Laboratory of Wastewater Treatment, Water Research and Technologies Centre (CERTE), Technopole of Borj Cedria, BP 273, Soliman, 8020, Tunisia,
Environ Sci Pollut Res Int. 2014 Jan;21(2):1304-13. doi: 10.1007/s11356-013-1997-y. Epub 2013 Jul 31.
Pot-culture experiments were conducted to evaluate the phytoremediation potential of a wetland plant species, Phragmites australis in cadmium (Cd) and pentachlorophenol (PCP) co-contaminated soil under glasshouse conditions for 70 days. The treatments included Cd (0, 5 and 50 mg kg(-1)) without or with PCP (50 and 250 mg kg(-1)). The results showed that growth of P. australis was significantly influenced by interaction of Cd and PCP, decreasing with either Cd or PCP additions. Plant biomass was inhibited and reduced by the rate of 89 and 92% in the low and high Cd treatments and by 20 and 40% in the low and high PCP treatments compared to the control. The mixture of low Cd and low PCP lessened Cd toxicity to plants, resulting in improved plant growth (by 144%). Under the joint stress of the two contaminants, the ability of Cd uptake and translocation by P. australis was weak, and the BF and TF values were inferior to 1.0. A low proportion of the metal is found aboveground in comparison to roots, indicating a restriction on transport upwards and an excluding effect on Cd uptake. Thus, P. australis cannot be useful for phytoextraction. The removal rate of PCP increased significantly (70%) in planted soil. Significant positive correlations were found between the DHA and the removal of PCP in planted soils which implied that plant root exudates promote the rhizosphere microorganisms and enzyme activity, thereby improving biodegradation of PCP. Based on results, P. australis cannot be effective for phytoremediation of soil co-contaminated with Cd and PCP. Further, high levels of pollutant hamper and eventually inhibit plant growth. Therefore, developing supplementary methods (e.g. exploring the partnership of plant-microbe) for either enhancing (phytoextraction) or reducing the bioavailability of contaminants in the rhizosphere (phytostabilization) as well as plant growth promoting could significantly improve the process of phytoremediation in co-contaminated soil.
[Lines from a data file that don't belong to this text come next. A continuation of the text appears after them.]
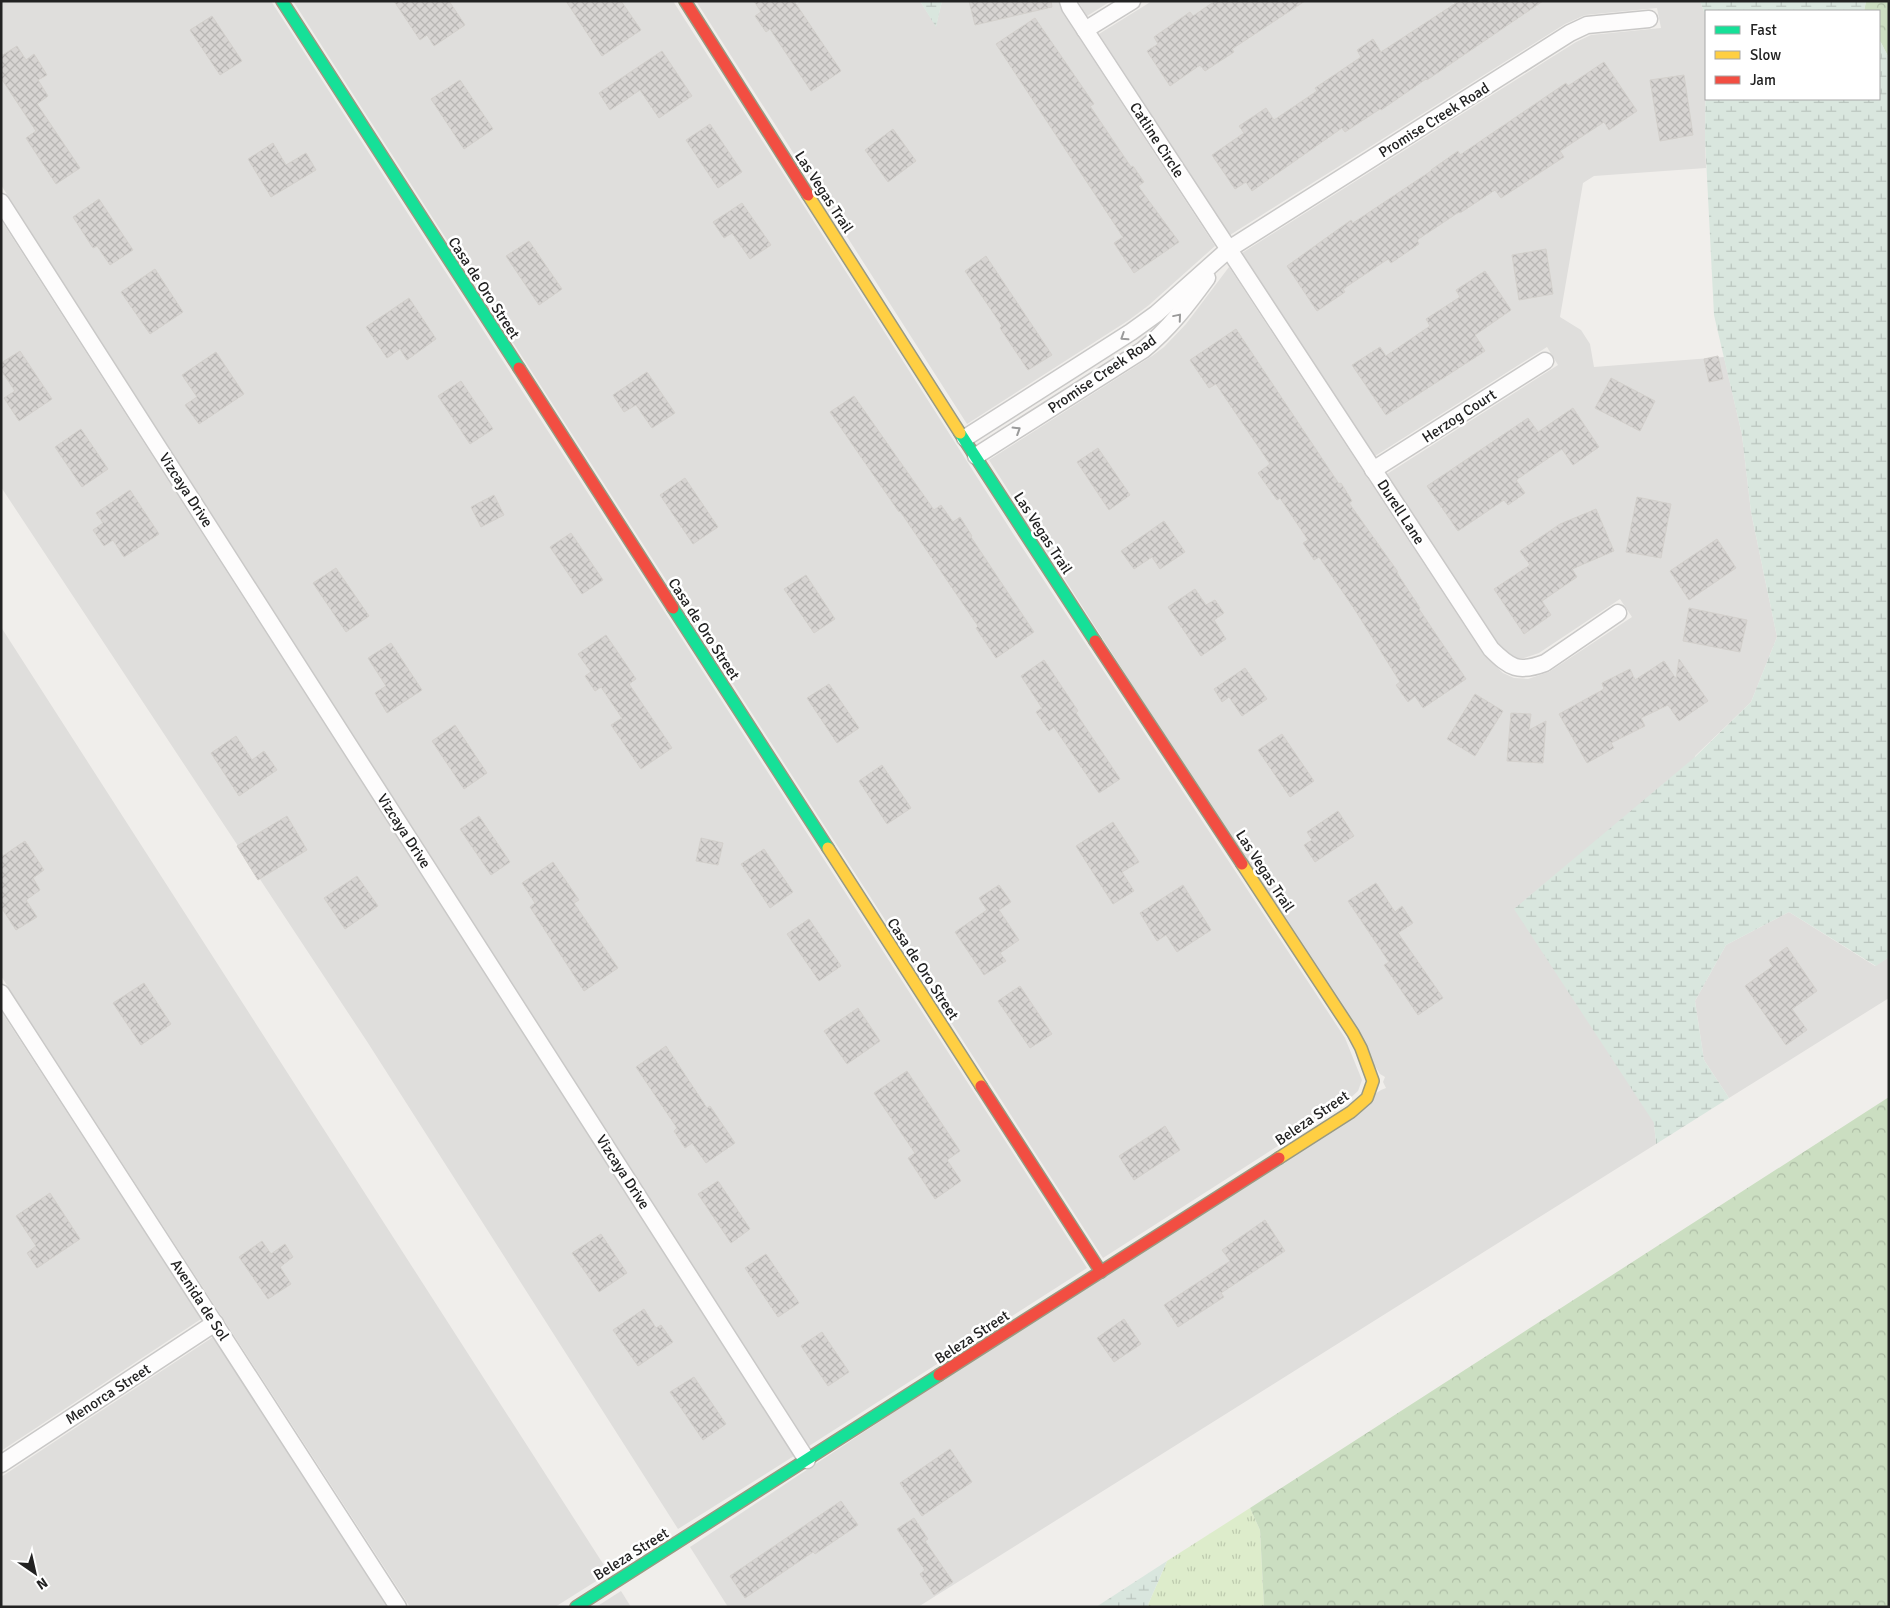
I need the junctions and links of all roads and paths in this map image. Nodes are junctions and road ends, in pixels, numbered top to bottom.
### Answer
1 (282, 1) edge
2 (685, 1) edge
3 (1068, 1) edge
4 (1132, 1) edge
5 (1649, 19) dead end
6 (1085, 30) junction
7 (1, 202) edge
8 (1228, 249) junction
9 (1545, 361) dead end
10 (964, 438) junction
11 (976, 456) junction
12 (1373, 470) junction
13 (1618, 613) dead end
14 (1, 993) edge
15 (1373, 1081) joint
16 (1101, 1272) junction
17 (214, 1323) junction
18 (807, 1460) junction
19 (1, 1464) edge
20 (398, 1607) edge
21 (576, 1607) edge

1 - 16 street, Casa de Oro Street
2 - 10 street, Las Vegas Trail
3 - 6 street, Catline Circle
4 - 6 street
5 - 8 street, Promise Creek Road
6 - 8 street, Catline Circle
7 - 18 street, Vizcaya Drive
8 -> 10 street, Promise Creek Road
11 -> 8 street, Promise Creek Road
8 - 12 street, Durell Lane
9 - 12 street, Herzog Court
10 - 11 street, Las Vegas Trail
11 - 15 street, Las Vegas Trail
12 - 13 street, Durell Lane
14 - 17 street, Avenida de Sol
15 - 16 street, Beleza Street
16 - 18 street, Beleza Street
17 - 19 street, Menorca Street
17 - 20 street, Avenida de Sol
18 - 21 street, Beleza Street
进行了盆栽实验,以评估湿地植物芦苇(Phragmites australis)在温室条件下 70 天内对镉(Cd)和五氯苯酚(PCP)复合污染土壤的植物修复潜力。处理包括无 Cd 或有 Cd(5 和 50mgkg(-1)),以及无 PCP 或有 PCP(50 和 250mgkg(-1))。结果表明,Cd 和 PCP 的相互作用显著影响芦苇的生长,随着 Cd 或 PCP 的添加,植物生物量受到抑制和减少。与对照相比,低 Cd 和高 Cd 处理分别使植物生物量减少 89%和 92%,低 PCP 和高 PCP 处理分别减少 20%和 40%。低 Cd 和低 PCP 的混合物减轻了 Cd 对植物的毒性,使植物生长提高了 144%。在两种污染物的联合胁迫下,芦苇对 Cd 的吸收和转运能力较弱,BF 和 TF 值均低于 1.0。与根部相比,地上部分的金属比例较低,表明向上运输受到限制,对 Cd 吸收具有排斥作用。因此,芦苇不能用于植物提取。种植土壤中 PCP 的去除率显著增加(70%)。种植土壤中 DHA 与 PCP 去除率之间存在显著正相关,这表明植物根系分泌物促进了根际微生物和酶活性,从而提高了 PCP 的生物降解。基于这些结果,芦苇不能有效地用于修复同时受到 Cd 和 PCP 污染的土壤。此外,高浓度的污染物会阻碍并最终抑制植物的生长。因此,开发补充方法(例如,探索植物-微生物的伙伴关系)来增强(植物提取)或降低根际污染物的生物有效性(植物稳定化)以及促进植物生长,可以显著改善复合污染土壤的植物修复过程。